Surgenor shook his head. “You dreamed you were home.”

“You still don’t get it!” Exasperation and evangelist zeal caused Hilliard, who was normally quiet in his manner, to bounce on his chair. Men at the other end of the long table glanced curiously in his direction. The ship-day had just begun and the lighting panels in the semi-circular room, typical of spacecraft living quarters, were glowing most strongly at the end designated “east’.

“The experience of using a Trance-Port has little resemblance to ordinary dreaming,” Hilliard continued. “A dream is only a dream, and when you’re awake you recognize the memories of it as being nothing but dream memories. But with a Trance-Port tape you are transported, in the old sense of the word—that’s the reason for their name—into another existence. The recollections you have next day are indistinguishable from other memories. I tell you, Dave, they are completely real.”

Surgenor poured himself a fresh cup of coffee. “But right now, this morning, you know you weren’t in Canada a few hours ago. And you do know that you were bunked down in this ship on the deck above this room. Alone.”

“Pinky was alone, all right,” Tod Barrow—the second of the new men—put in, winking at the others. “I tried to slip into his room last night for a good-night kiss, but the door was locked. At least, I hope he was alone.”

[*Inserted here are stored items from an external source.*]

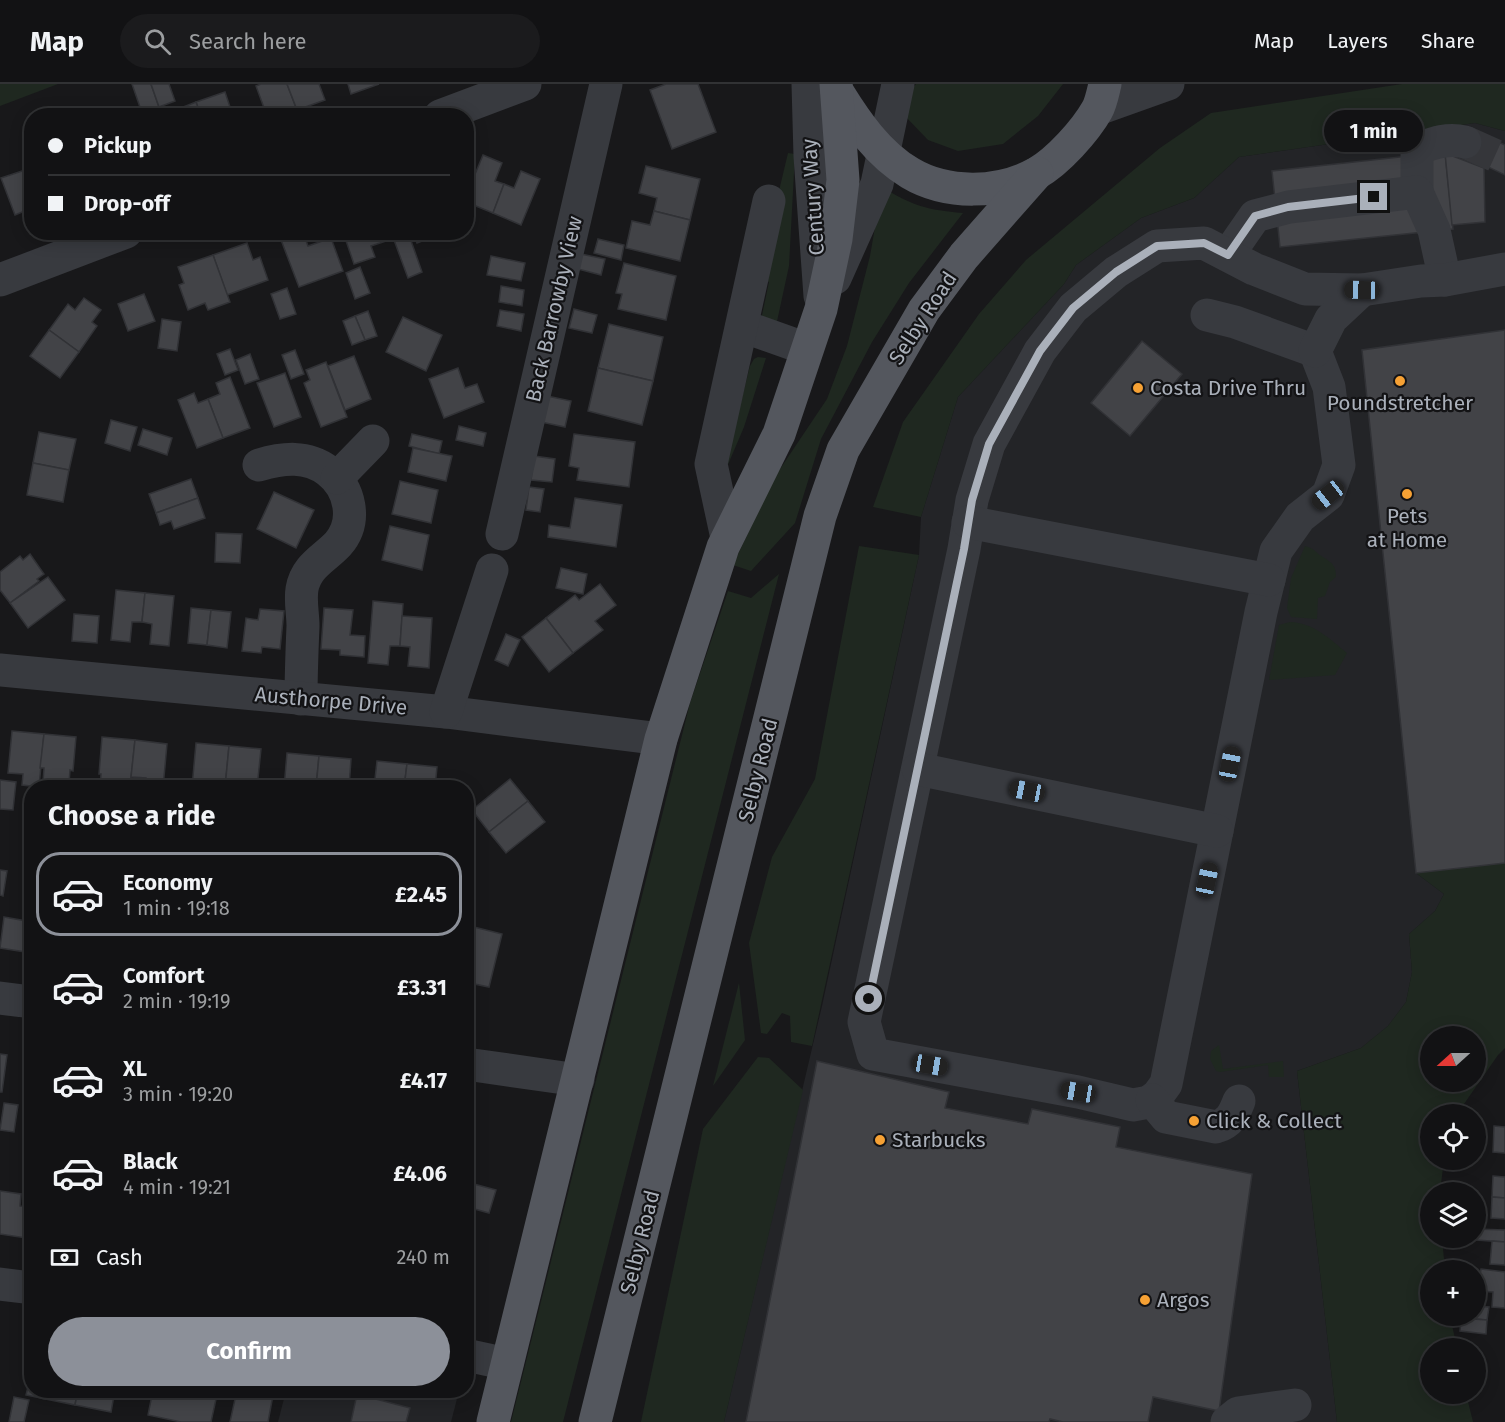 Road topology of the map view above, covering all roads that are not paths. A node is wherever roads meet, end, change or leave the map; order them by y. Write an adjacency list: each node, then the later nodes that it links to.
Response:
1 (525, 84): 7 (street)
2 (606, 84): 28 (street, Back Barrowby View)
3 (898, 84): 9 (street)
4 (1168, 84): 6 (street)
5 (828, 86): 9 (main road); 19 (main road)
6 (1101, 97): 10 (main road)
7 (461, 108)
8 (1465, 142): 11 (street)
9 (882, 152): 10 (main road); 19 (street)
10 (1037, 173): 50 (main road, Selby Road)
11 (1417, 192): 14 (street); 16 (street)
12 (769, 201): 21 (street)
13 (106, 240): 17 (street)
14 (1228, 255): 18 (street); 27 (street)
15 (1505, 269): 16 (street)
16 (1445, 280): 18 (street)
17 (1, 283)
18 (1362, 290): 23 (street)
19 (821, 309): 22 (main road)
20 (1207, 315): 23 (street)
21 (742, 326): 22 (street); 29 (street)
22 (807, 349): 29 (main road)
23 (1315, 351): 31 (street)
24 (373, 441): 26 (street)
25 (259, 465): 26 (street)
26 (337, 478): 33 (street)
27 (968, 522): 31 (street); 36 (street)
28 (502, 534)
29 (727, 538): 35 (main road)
30 (492, 570): 34 (street)
31 (1269, 580): 37 (street)
32 (0, 670): 33 (street, Austhorpe Drive)
33 (301, 699): 34 (street, Austhorpe Drive)
34 (446, 712): 35 (street, Austhorpe Drive)
35 (661, 739): 41 (main road)
36 (918, 769): 37 (street); 42 (street)
37 (1217, 831): 42 (street)
38 (0, 998): 39 (street)
39 (24, 1001)
40 (474, 1065): 41 (street)
41 (578, 1080): 47 (main road)
42 (1152, 1100): 43 (street)
43 (1239, 1101)
44 (0, 1284): 45 (street)
45 (24, 1287)
46 (474, 1357): 47 (street)
47 (507, 1364): 49 (main road)
48 (1295, 1405): 51 (street)
49 (493, 1422)
50 (595, 1422)
51 (1227, 1422) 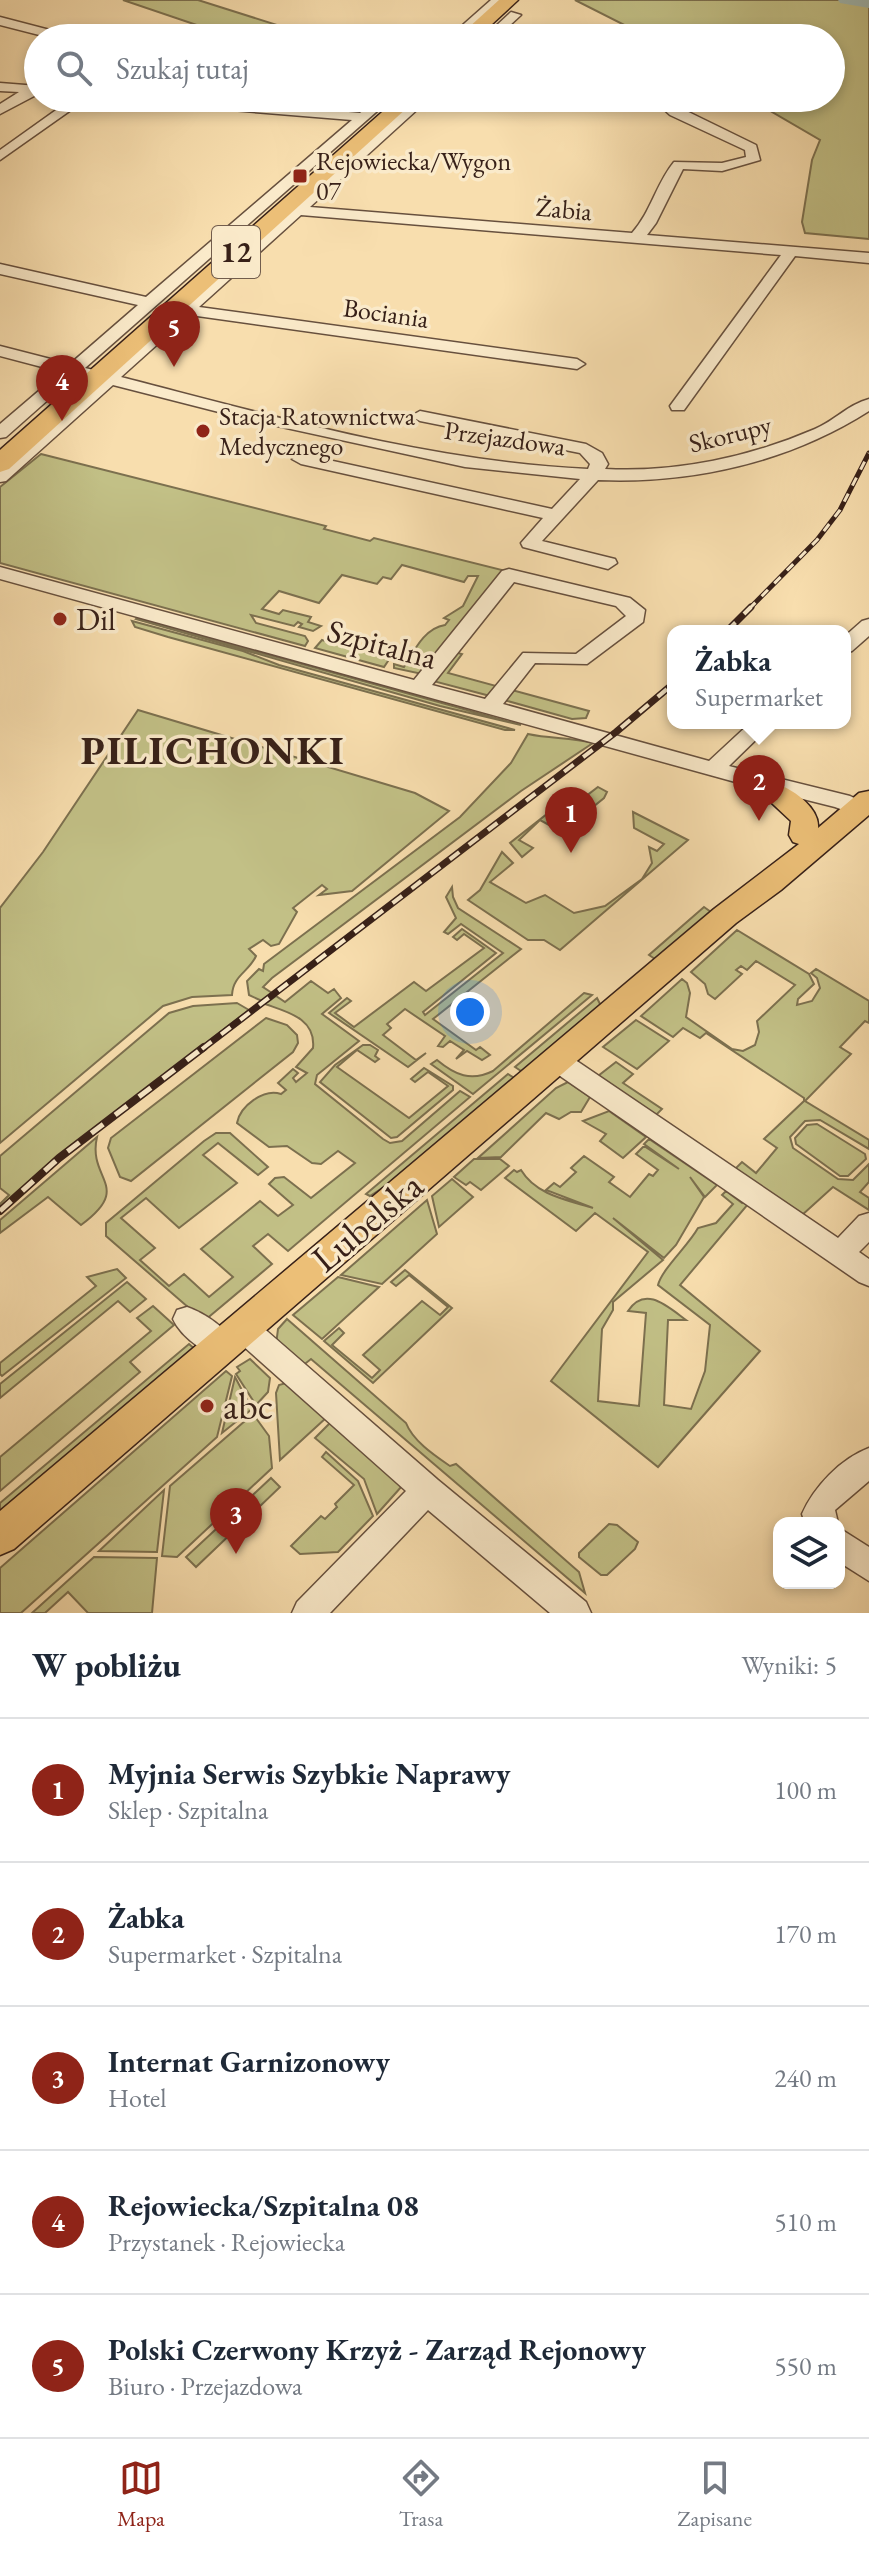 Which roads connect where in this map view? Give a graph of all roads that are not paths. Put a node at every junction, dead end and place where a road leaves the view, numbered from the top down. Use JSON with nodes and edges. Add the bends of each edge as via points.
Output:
{"nodes":[{"id":1,"x":509,"y":6,"type":"edge"},
{"id":2,"x":0,"y":21,"type":"edge"},
{"id":3,"x":478,"y":24,"type":"edge"},
{"id":4,"x":485,"y":24,"type":"edge"},
{"id":5,"x":491,"y":24,"type":"edge"},
{"id":6,"x":498,"y":24,"type":"edge"},
{"id":7,"x":24,"y":27,"type":"edge"},
{"id":8,"x":0,"y":87,"type":"edge"},
{"id":9,"x":24,"y":89,"type":"edge"},
{"id":10,"x":24,"y":96,"type":"edge"},
{"id":11,"x":0,"y":110,"type":"edge"},
{"id":12,"x":61,"y":112,"type":"edge"},
{"id":13,"x":302,"y":112,"type":"edge"},
{"id":14,"x":369,"y":112,"type":"edge"},
{"id":15,"x":373,"y":112,"type":"edge"},
{"id":16,"x":393,"y":112,"type":"edge"},
{"id":17,"x":407,"y":112,"type":"edge"},
{"id":18,"x":675,"y":112,"type":"edge"},
{"id":19,"x":362,"y":117,"type":"junction"},
{"id":20,"x":0,"y":156,"type":"edge"},
{"id":21,"x":297,"y":210,"type":"junction"},
{"id":22,"x":635,"y":239,"type":"junction"},
{"id":23,"x":791,"y":251,"type":"junction"},
{"id":24,"x":869,"y":258,"type":"edge"},
{"id":25,"x":0,"y":269,"type":"edge"},
{"id":26,"x":150,"y":303,"type":"junction"},
{"id":27,"x":189,"y":310,"type":"junction"},
{"id":28,"x":0,"y":351,"type":"edge"},
{"id":29,"x":577,"y":364,"type":"dead end"},
{"id":30,"x":91,"y":374,"type":"junction"},
{"id":31,"x":869,"y":404,"type":"edge"},
{"id":32,"x":678,"y":406,"type":"dead end"},
{"id":33,"x":420,"y":416,"type":"dead end"},
{"id":34,"x":0,"y":433,"type":"edge"},
{"id":35,"x":0,"y":446,"type":"edge"},
{"id":36,"x":301,"y":459,"type":"dead end"},
{"id":37,"x":0,"y":464,"type":"edge"},
{"id":38,"x":593,"y":475,"type":"junction"},
{"id":39,"x":0,"y":477,"type":"edge"},
{"id":40,"x":555,"y":515,"type":"junction"},
{"id":41,"x":608,"y":563,"type":"dead end"},
{"id":42,"x":0,"y":573,"type":"edge"},
{"id":43,"x":137,"y":611,"type":"junction"},
{"id":44,"x":122,"y":628,"type":"dead end"},
{"id":45,"x":419,"y":688,"type":"junction"},
{"id":46,"x":490,"y":707,"type":"junction"},
{"id":47,"x":756,"y":729,"type":"edge"},
{"id":48,"x":717,"y":765,"type":"junction"},
{"id":49,"x":747,"y":778,"type":"junction"},
{"id":50,"x":869,"y":779,"type":"edge"},
{"id":51,"x":774,"y":792,"type":"junction"},
{"id":52,"x":855,"y":806,"type":"edge"},
{"id":53,"x":803,"y":835,"type":"junction"},
{"id":54,"x":734,"y":908,"type":"junction"},
{"id":55,"x":556,"y":1060,"type":"junction"},
{"id":56,"x":869,"y":1224,"type":"edge"},
{"id":57,"x":840,"y":1254,"type":"junction"},
{"id":58,"x":869,"y":1274,"type":"edge"},
{"id":59,"x":187,"y":1319,"type":"dead end"},
{"id":60,"x":233,"y":1337,"type":"junction"},
{"id":61,"x":869,"y":1462,"type":"edge"},
{"id":62,"x":427,"y":1490,"type":"junction"},
{"id":63,"x":819,"y":1517,"type":"edge"},
{"id":64,"x":0,"y":1536,"type":"edge"},
{"id":65,"x":845,"y":1548,"type":"edge"},
{"id":66,"x":869,"y":1566,"type":"edge"},
{"id":67,"x":308,"y":1613,"type":"edge"},
{"id":68,"x":575,"y":1613,"type":"edge"}],
"edges":[{"from":1,"to":3,"type":"street"},
{"from":1,"to":4,"type":"highway"},
{"from":1,"to":5,"type":"highway"},
{"from":1,"to":6,"type":"street"},
{"from":2,"to":7,"type":"street"},
{"from":8,"to":9,"type":"street"},
{"from":10,"to":11,"type":"street"},
{"from":12,"to":20,"type":"street"},
{"from":13,"to":19,"type":"street"},
{"from":14,"to":19,"type":"street"},
{"from":15,"to":30,"type":"highway","number":"12"},
{"from":16,"to":30,"type":"highway","number":"12"},
{"from":17,"to":21,"type":"street"},
{"from":18,"to":22,"type":"street","name":"Żabia","via":[[739,140],[754,156],[736,166],[679,165]]},
{"from":19,"to":26,"type":"street"},
{"from":21,"to":22,"type":"street","name":"Żabia"},
{"from":21,"to":27,"type":"street"},
{"from":22,"to":23,"type":"street","name":"Żabia"},
{"from":23,"to":24,"type":"street","name":"Żabia"},
{"from":23,"to":32,"type":"street"},
{"from":25,"to":26,"type":"street"},
{"from":26,"to":30,"type":"street"},
{"from":27,"to":29,"type":"street","name":"Bociania"},
{"from":27,"to":30,"type":"street"},
{"from":28,"to":30,"type":"street","name":"Przejazdowa"},
{"from":30,"to":34,"type":"street"},
{"from":30,"to":35,"type":"highway","number":"12"},
{"from":30,"to":37,"type":"highway","number":"12"},
{"from":30,"to":38,"type":"street","name":"Przejazdowa","via":[[465,462]]},
{"from":30,"to":39,"type":"street"},
{"from":31,"to":38,"type":"street","name":"Skorupy","via":[[824,432],[741,462],[675,473]]},
{"from":33,"to":38,"type":"street","via":[[586,449],[599,464]]},
{"from":36,"to":40,"type":"street"},
{"from":38,"to":40,"type":"street"},
{"from":40,"to":41,"type":"street","via":[[530,543]]},
{"from":42,"to":43,"type":"street","name":"Szpitalna"},
{"from":43,"to":44,"type":"street"},
{"from":43,"to":45,"type":"street","name":"Szpitalna"},
{"from":45,"to":46,"type":"street","name":"Szpitalna"},
{"from":45,"to":46,"type":"street","via":[[509,575],[623,602],[637,613],[580,660],[530,657]]},
{"from":46,"to":48,"type":"street","name":"Szpitalna"},
{"from":47,"to":48,"type":"street"},
{"from":48,"to":49,"type":"street","name":"Szpitalna"},
{"from":49,"to":51,"type":"street","name":"Szpitalna"},
{"from":49,"to":52,"type":"street","name":"Szpitalna"},
{"from":50,"to":52,"type":"main road","name":"Lubelska"},
{"from":51,"to":52,"type":"street","name":"Szpitalna"},
{"from":51,"to":53,"type":"main road","via":[[805,818]]},
{"from":52,"to":53,"type":"main road","name":"Lubelska"},
{"from":52,"to":54,"type":"main road","name":"Lubelska","via":[[771,883]]},
{"from":53,"to":54,"type":"main road","name":"Lubelska","via":[[761,868]]},
{"from":54,"to":55,"type":"main road","name":"Lubelska"},
{"from":55,"to":57,"type":"street"},
{"from":55,"to":60,"type":"main road","name":"Lubelska"},
{"from":56,"to":57,"type":"street"},
{"from":57,"to":58,"type":"street"},
{"from":59,"to":60,"type":"street"},
{"from":60,"to":62,"type":"street"},
{"from":60,"to":64,"type":"main road","name":"Lubelska"},
{"from":61,"to":63,"type":"street","via":[[824,1500]]},
{"from":62,"to":67,"type":"street"},
{"from":62,"to":68,"type":"street"},
{"from":65,"to":66,"type":"street"}]}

“Incompatibility doesn’t make a memory any less real,” Hilliard said, ignoring the interruption. “What about all those times you were sure you had done something like packing a toothbrush, and then found you hadn’t? Even when it’s been proved that you didn’t pack the toothbrush you still go on ‘remembering’ how you did it. Same thing.”

“Is it?”

“Of course it is.”

“It all sounds a bit strange to me,” Surgenor said doubtfully, taking refuge in his Oldest Member role, a part which was becoming progressively easier to play with each new voyage he made for the Cartographical Service. The mapping crews seemed to get younger every year and to demand a degree of pampering which would have been unheard of when he had first signed on.